CIVIC AND BUSINESS LEADERS CALL FOR POLITICIANS TO RESOLVE NI PROTOCOL ISSUES

CIVIC AND BUSINESS LEADERS CALL FOR POLITICIANS TO RESOLVE NI PROTOCOL ISSUES

Sun 05 Sep 2021 by Co-operation Ireland

Leading civic and business figures are calling on EU and UK politicians to resolve the NI Protocol in ways that promote opportunities for Northern Ireland and upholds the Good Friday/Belfast Agreement.

In an open letter, drafted by peace building charity Co-operation Ireland and The Institute of Irish Studies at The University of Liverpool, over 50 leaders and organisations are urging the EU and UK to continue seeking solutions through ongoing discussions ahead of the transition period ending in October.

The letter calls for ‘proportionate, bespoke and reasonable solutions’ that will deliver stability, prosperity and opportunity for Northern Ireland, and urges the need for ‘structured engagement’ with civic society in the time ahead. 

Co-operation Ireland CEO Peter Sheridan said: “The peace process represents one of the brightest chapters in our history. It was achieved through common purpose for the common good, with positive negotiations dedicated to resolving the deepest divisions. The UK and EU were key parties to that constructive agenda. 

“Those involved in ongoing discussions should recognise that peace and stability must remain the first priority. This focus will lead to better outcomes and opportunities, help to ensure political stability, and foster more consensus around our shared future as we navigate change.”

Director of the Institute for Irish Studies at the University of Liverpool Professor Pete Shirlow said: “Civic society and the business community has many views. But we are speaking with one voice in this appeal.

“The people of Northern Ireland do not want barriers in any direction.

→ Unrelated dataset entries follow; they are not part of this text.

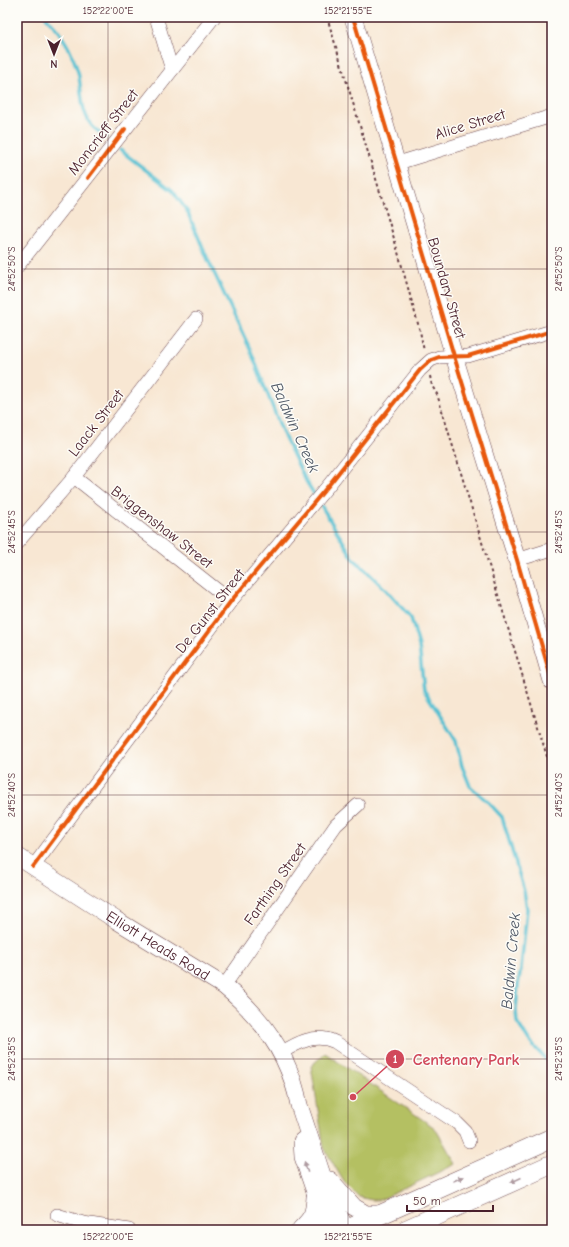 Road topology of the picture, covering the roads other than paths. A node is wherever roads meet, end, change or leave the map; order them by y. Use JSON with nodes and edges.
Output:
{"nodes":[{"id":1,"x":156,"y":17,"type":"edge"},
{"id":2,"x":214,"y":17,"type":"edge"},
{"id":3,"x":353,"y":17,"type":"edge"},
{"id":4,"x":172,"y":70,"type":"junction"},
{"id":5,"x":552,"y":116,"type":"edge"},
{"id":6,"x":398,"y":163,"type":"junction"},
{"id":7,"x":17,"y":267,"type":"edge"},
{"id":8,"x":196,"y":319,"type":"dead end"},
{"id":9,"x":552,"y":331,"type":"edge"},
{"id":10,"x":454,"y":356,"type":"junction"},
{"id":11,"x":74,"y":477,"type":"junction"},
{"id":12,"x":17,"y":543,"type":"edge"},
{"id":13,"x":552,"y":549,"type":"edge"},
{"id":14,"x":517,"y":560,"type":"junction"},
{"id":15,"x":231,"y":601,"type":"junction"},
{"id":16,"x":552,"y":681,"type":"edge"},
{"id":17,"x":358,"y":805,"type":"dead end"},
{"id":18,"x":17,"y":856,"type":"edge"},
{"id":19,"x":33,"y":867,"type":"junction"},
{"id":20,"x":224,"y":986,"type":"junction"},
{"id":21,"x":281,"y":1053,"type":"junction"},
{"id":22,"x":299,"y":1105,"type":"junction"},
{"id":23,"x":552,"y":1138,"type":"edge"},
{"id":24,"x":469,"y":1141,"type":"dead end"},
{"id":25,"x":316,"y":1158,"type":"junction"},
{"id":26,"x":552,"y":1164,"type":"edge"},
{"id":27,"x":316,"y":1197,"type":"junction"},
{"id":28,"x":381,"y":1214,"type":"junction"},
{"id":29,"x":57,"y":1215,"type":"dead end"},
{"id":30,"x":129,"y":1230,"type":"edge"},
{"id":31,"x":301,"y":1230,"type":"edge"},
{"id":32,"x":328,"y":1230,"type":"edge"},
{"id":33,"x":346,"y":1230,"type":"edge"},
{"id":34,"x":405,"y":1230,"type":"edge"}],
"edges":[{"from":1,"to":4,"type":"street"},
{"from":2,"to":4,"type":"street","name":"Moncrieff Street"},
{"from":3,"to":6,"type":"street","name":"Boundary Street"},
{"from":4,"to":7,"type":"street","name":"Moncrieff Street"},
{"from":5,"to":6,"type":"street","name":"Alice Street"},
{"from":6,"to":10,"type":"street","name":"Boundary Street"},
{"from":8,"to":11,"type":"street","name":"Laack Street"},
{"from":9,"to":10,"type":"street","name":"De Gunst Street"},
{"from":10,"to":14,"type":"street","name":"Boundary Street"},
{"from":10,"to":15,"type":"street","name":"De Gunst Street"},
{"from":11,"to":12,"type":"street","name":"Laack Street"},
{"from":11,"to":15,"type":"street","name":"Briggenshaw Street"},
{"from":13,"to":14,"type":"street"},
{"from":14,"to":16,"type":"street","name":"Boundary Street"},
{"from":15,"to":19,"type":"street","name":"De Gunst Street"},
{"from":17,"to":20,"type":"street","name":"Farthing Street"},
{"from":18,"to":19,"type":"street","name":"Elliott Heads Road"},
{"from":19,"to":20,"type":"street","name":"Elliott Heads Road"},
{"from":20,"to":21,"type":"street","name":"Elliott Heads Road"},
{"from":21,"to":22,"type":"street","name":"Elliott Heads Road"},
{"from":21,"to":24,"type":"street"},
{"from":22,"to":25,"type":"street","name":"Elliott Heads Road"},
{"from":27,"to":22,"type":"street","name":"Elliott Heads Road","one_way":true},
{"from":28,"to":23,"type":"main road","one_way":true},
{"from":25,"to":28,"type":"street"},
{"from":25,"to":33,"type":"street","name":"Elliott Heads Road"},
{"from":26,"to":34,"type":"main road","one_way":true},
{"from":27,"to":31,"type":"main road"},
{"from":27,"to":32,"type":"street","name":"Elliott Heads Road"},
{"from":28,"to":33,"type":"main road"},
{"from":29,"to":30,"type":"street"}]} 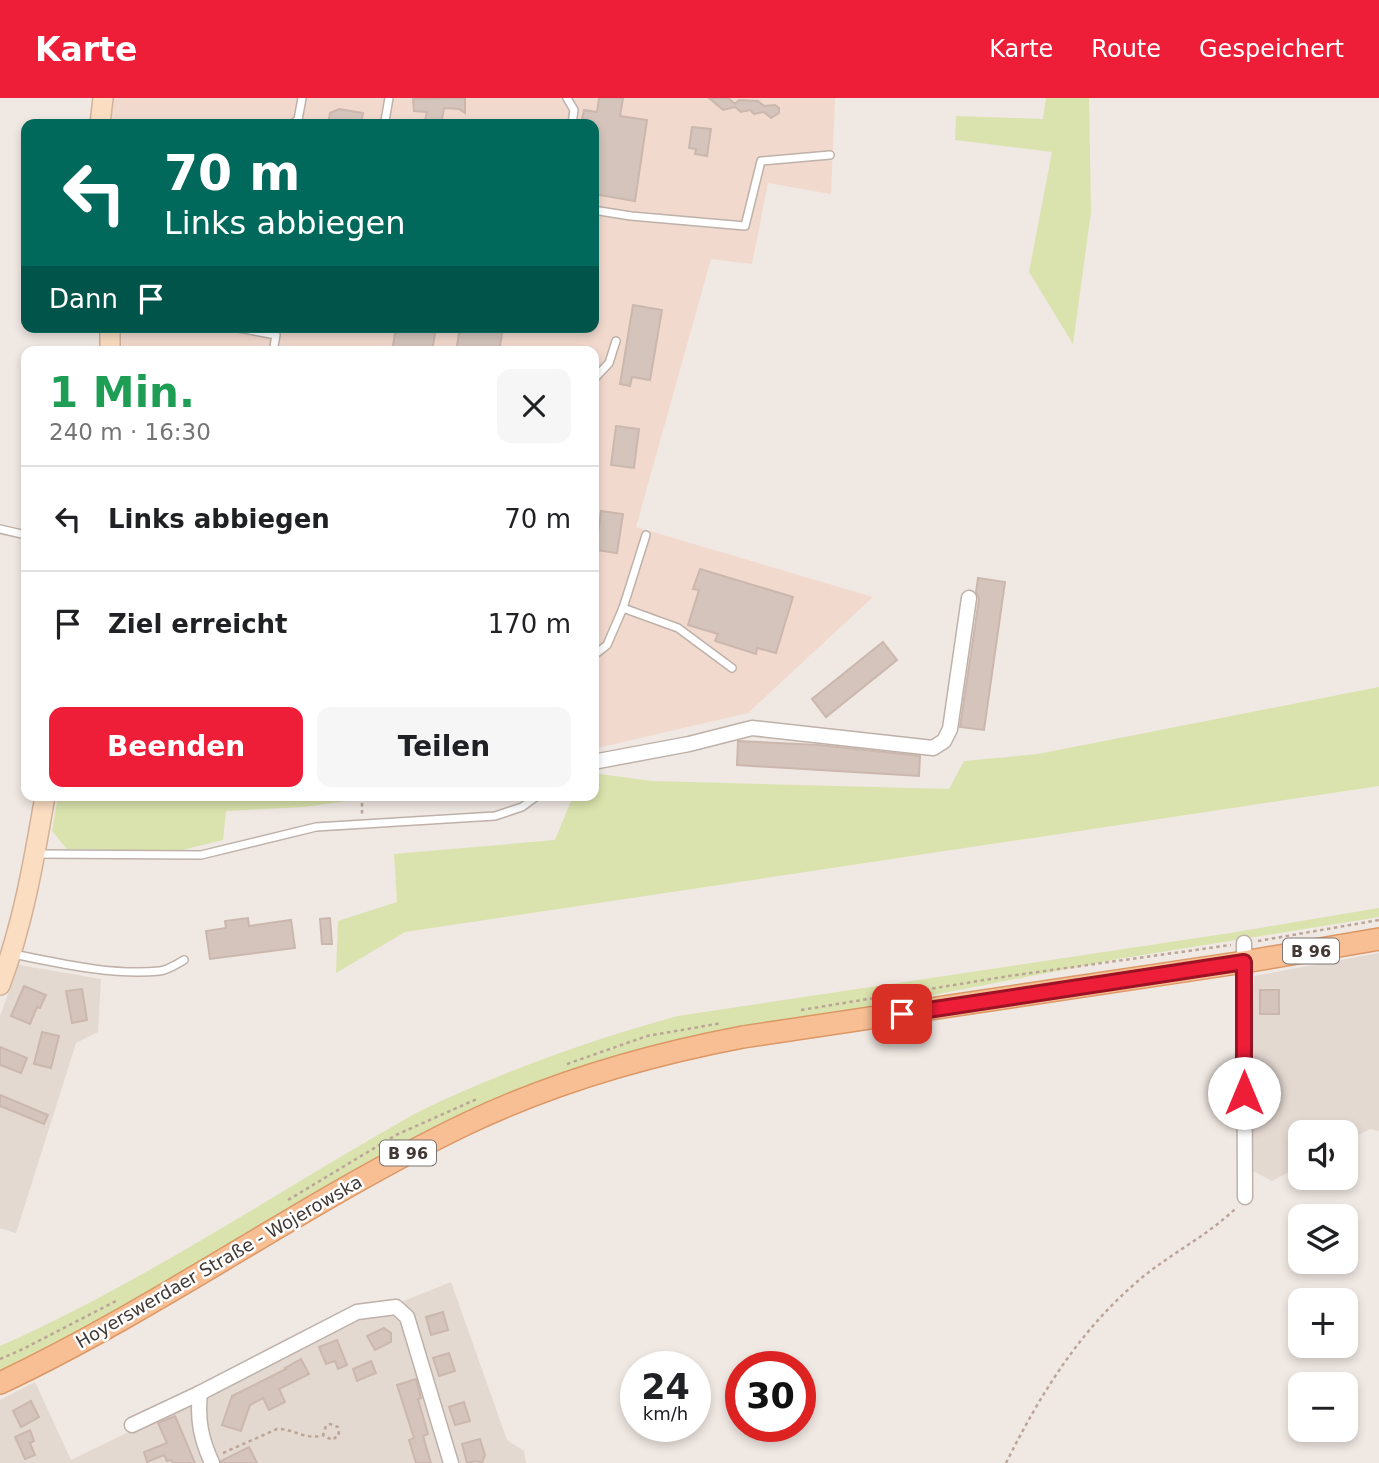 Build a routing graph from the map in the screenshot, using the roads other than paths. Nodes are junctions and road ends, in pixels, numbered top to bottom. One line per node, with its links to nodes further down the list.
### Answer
1 (103, 98): 5 (main road)
2 (302, 98): 6 (lane)
3 (389, 98): 7 (lane)
4 (567, 98): 8 (lane)
5 (101, 119)
6 (298, 119)
7 (385, 119)
8 (573, 119)
9 (830, 155): 10 (lane)
10 (599, 211)
11 (265, 333): 13 (lane)
12 (616, 341): 14 (lane)
13 (274, 346)
14 (599, 374)
15 (0, 529): 16 (lane)
16 (21, 534)
17 (646, 535): 19 (lane)
18 (969, 598): 22 (street)
19 (623, 608): 20 (lane); 21 (lane)
20 (599, 651)
21 (732, 668)
22 (599, 761)
23 (44, 801): 25 (main road)
24 (530, 801): 25 (lane)
25 (35, 854): 28 (main road)
26 (1379, 939): 27 (main road, Hoyerswerdaer Straße - Wojerowska / B 96)
27 (1244, 953): 31 (street); 32 (main road, Hoyerswerdaer Straße - Wojerowska / B 96)
28 (12, 954): 29 (lane); 30 (main road)
29 (184, 960)
30 (0, 985)
31 (1245, 1197)
32 (0, 1383)
33 (200, 1393): 34 (street); 35 (street); 36 (street)
34 (132, 1425)
35 (211, 1461)
36 (451, 1463) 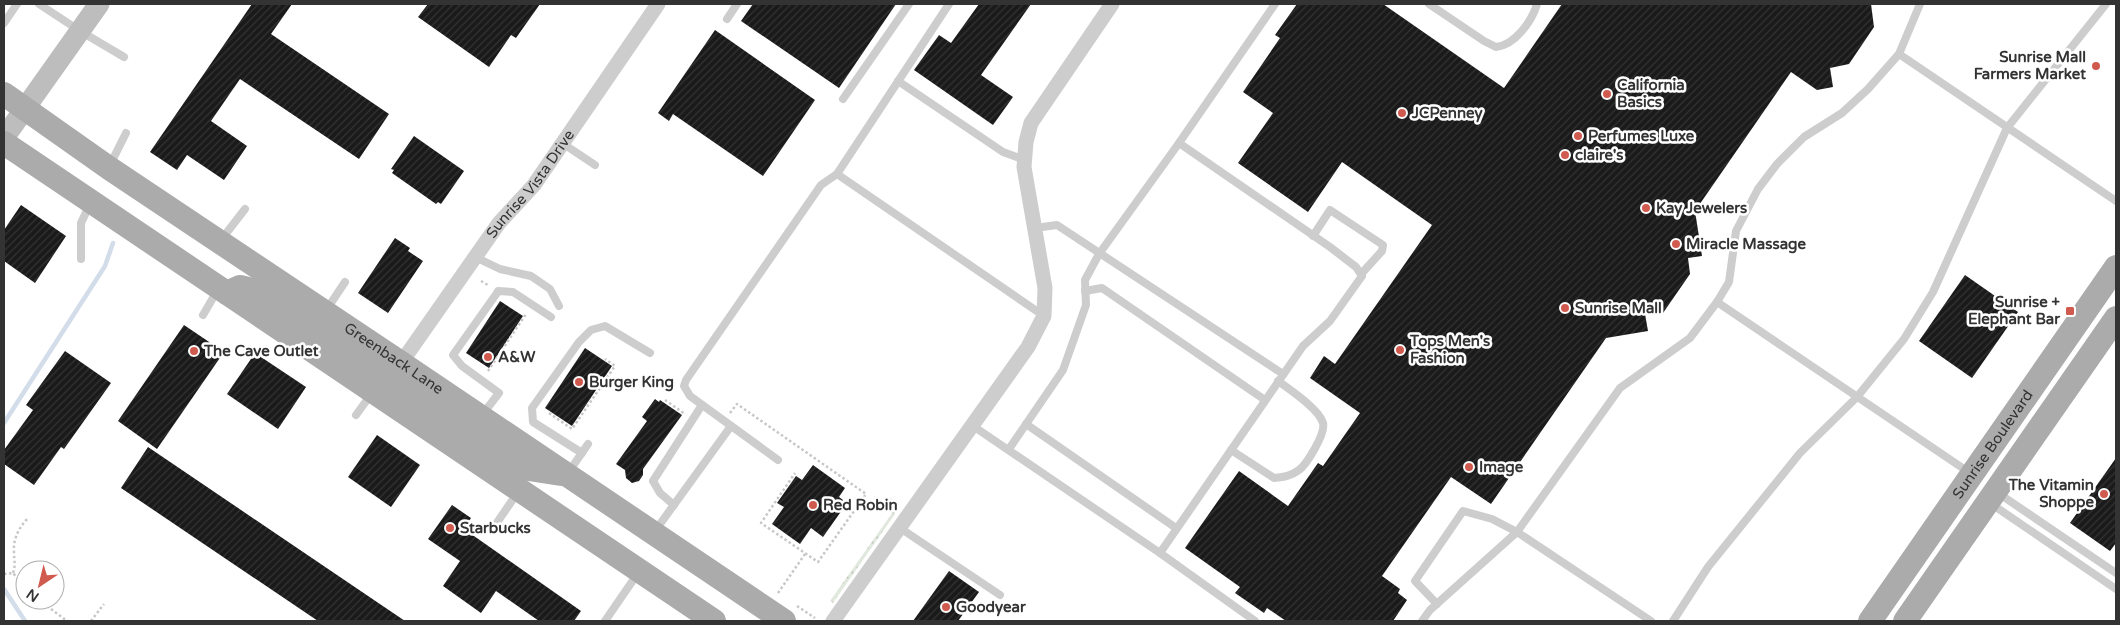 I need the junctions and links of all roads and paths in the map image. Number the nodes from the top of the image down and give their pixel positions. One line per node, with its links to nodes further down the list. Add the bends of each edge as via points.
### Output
1 (17, 4): 15 (lane)
2 (39, 4): 16 (lane)
3 (99, 4): 16 (main road)
4 (658, 4): 27 (street, Sunrise Vista Drive)
5 (738, 4): 14 (lane)
6 (909, 4): 21 (lane)
7 (949, 4): 19 (lane)
8 (1112, 4): 29 (street, via 1031,123)
9 (1275, 4): 28 (lane)
10 (1429, 4): 11 (lane, via 1496,47 1508,43 1521,32)
11 (1537, 4)
12 (1920, 4): 17 (lane)
13 (2106, 4): 23 (lane)
14 (727, 19)
15 (4, 23)
16 (80, 32): 18 (lane); 22 (main road)
17 (1899, 54): 23 (lane); 49 (lane, via 1842,113 1804,137 1758,189 1736,231 1729,282)
18 (124, 57)
19 (898, 81): 29 (lane, via 1003,152); 32 (lane)
20 (4, 94): 22 (main road, Greenback Lane)
21 (843, 99)
22 (25, 109): 25 (main road); 31 (main road, Greenback Lane)
23 (2007, 128): 33 (lane); 62 (lane, via 1933,292 1904,338)
24 (126, 134): 31 (lane)
25 (4, 138)
26 (4, 143): 34 (main road)
27 (562, 143): 30 (lane); 40 (street, Sunrise Vista Drive, via 534,185 499,223)
28 (1178, 144): 37 (lane); 39 (lane)
29 (1025, 160): 36 (street)
30 (595, 165)
31 (109, 168): 38 (main road, Greenback Lane)
32 (837, 174): 53 (lane); 64 (lane, via 821,185 686,380 686,391)
33 (2116, 201)
34 (91, 202): 41 (lane, via 81,222); 46 (main road)
35 (245, 209): 38 (lane)
36 (1035, 228): 39 (lane, via 1057,225); 53 (street, via 1045,288)
37 (1313, 236): 43 (lane); 43 (lane, via 1332,210 1383,245 1382,251)
38 (220, 242): 51 (main road, Greenback Lane)
39 (1099, 254): 47 (lane, via 1085,280); 59 (lane)
40 (475, 257): 50 (lane, via 500,269 531,276 550,289); 58 (street, Sunrise Vista Drive)
41 (80, 259)
42 (2116, 267): 78 (main road, Sunrise Boulevard)
43 (1362, 273): 59 (lane, via 1330,321 1303,346)
44 (481, 281): 48 (path)
45 (345, 282): 51 (lane)
46 (223, 290): 52 (lane); 58 (main road, via 240,287 261,292 372,368 389,369); 61 (main road)
47 (1085, 291): 63 (lane, via 1102,288); 69 (lane, via 1086,305 1063,370)
48 (497, 293): 54 (lane, via 513,292); 60 (lane, via 453,355); 60 (path, via 527,315 486,374)
49 (1717, 302): 62 (lane); 87 (lane, via 1690,338 1620,388)
50 (559, 306)
51 (325, 312): 58 (main road, Greenback Lane)
52 (203, 315)
53 (1044, 316): 70 (street, via 1028,347)
54 (551, 317)
55 (2116, 318): 80 (main road, Sunrise Boulevard)
56 (650, 353): 74 (lane, via 605,326 591,330 532,408 533,422)
57 (605, 359): 65 (path, via 615,366 572,429)
58 (401, 362): 67 (main road, Greenback Lane)
59 (1281, 377): 63 (lane); 73 (lane, via 1323,423 1323,434 1302,469 1289,476 1274,478)
60 (479, 379): 67 (lane, via 499,393)
61 (373, 391): 66 (lane); 77 (main road, via 397,386 522,468); 79 (main road, via 455,452)
62 (1857, 397): 78 (lane); 110 (lane, via 1800,453 1708,567)
63 (1265, 400): 73 (lane)
64 (702, 405): 68 (lane); 81 (lane, via 653,481 660,493)
65 (549, 412)
66 (356, 415)
67 (481, 417): 77 (main road, Greenback Lane)
68 (728, 423): 75 (lane); 81 (lane); 89 (path, via 737,404 866,494 818,562)
69 (1026, 424): 72 (lane); 85 (lane)
70 (973, 426): 72 (lane); 84 (street)
71 (588, 444): 74 (lane)
72 (1009, 449): 88 (lane)
73 (1231, 450): 85 (lane)
74 (582, 453): 77 (lane)
75 (778, 460)
76 (795, 473): 89 (path, via 761,523)
77 (567, 475): 86 (main road, Greenback Lane)
78 (1971, 475): 111 (main road, Sunrise Boulevard)
79 (520, 490): 83 (lane); 90 (main road)
80 (1992, 496): 92 (lane); 94 (lane); 112 (main road, Sunrise Boulevard)
81 (674, 505): 86 (lane)
82 (28, 518): 91 (path, via 14,539)
83 (496, 524)
84 (900, 528): 95 (lane); 106 (street)
85 (1176, 528): 88 (lane)
86 (654, 532): 100 (main road, Greenback Lane)
87 (1517, 532): 98 (lane); 98 (lane, via 1492,519 1463,511 1415,581); 109 (lane)
88 (1160, 553): 107 (lane)
89 (805, 554): 96 (path, via 778,592)
90 (639, 572): 104 (lane); 105 (main road)
91 (14, 573): 93 (path)
92 (2116, 573)
93 (5, 574)
94 (2116, 589)
95 (1000, 595)
96 (785, 598)
97 (104, 604): 103 (path)
98 (1437, 604): 108 (lane)
99 (52, 610): 102 (path)
100 (788, 612): 101 (path)
101 (814, 618)
102 (67, 621)
103 (91, 621)
104 (605, 621)
105 (714, 621)
106 (833, 621)
107 (1255, 621)
108 (1422, 621)
109 (1651, 621)
110 (1673, 621)
111 (1870, 621)
112 (1905, 621)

Stability is now needed to build upon opportunities. That should be the focus of on-going discussions between the EU and UK to implement the Protocol.

“Maintaining and delivering the Good Friday Agreement can never be rhetorical. Ongoing discussions between the UK and EU have to achieve a balance similar to that within the Good Friday Agreement that upholds parity of esteem and mutual respect, and the totality of relationships.  

“Solutions should ensure minimal disruption to trade between these islands. Northern Ireland’s peace and prosperity should be primary incentives in EU and UK discussions. The engagement of civic voices is now critical to achieving objectivity and the removal of economic and political instability.”

Following the publication of the letter, a series of events will now be organised to gather insights, ideas and reaction to upcoming discussions.

Co-operation Ireland and The Institute of Irish Studies at The University of Liverpool will continue to work to make space where solutions can be found that encourage the UK and EU to deliver balanced responses.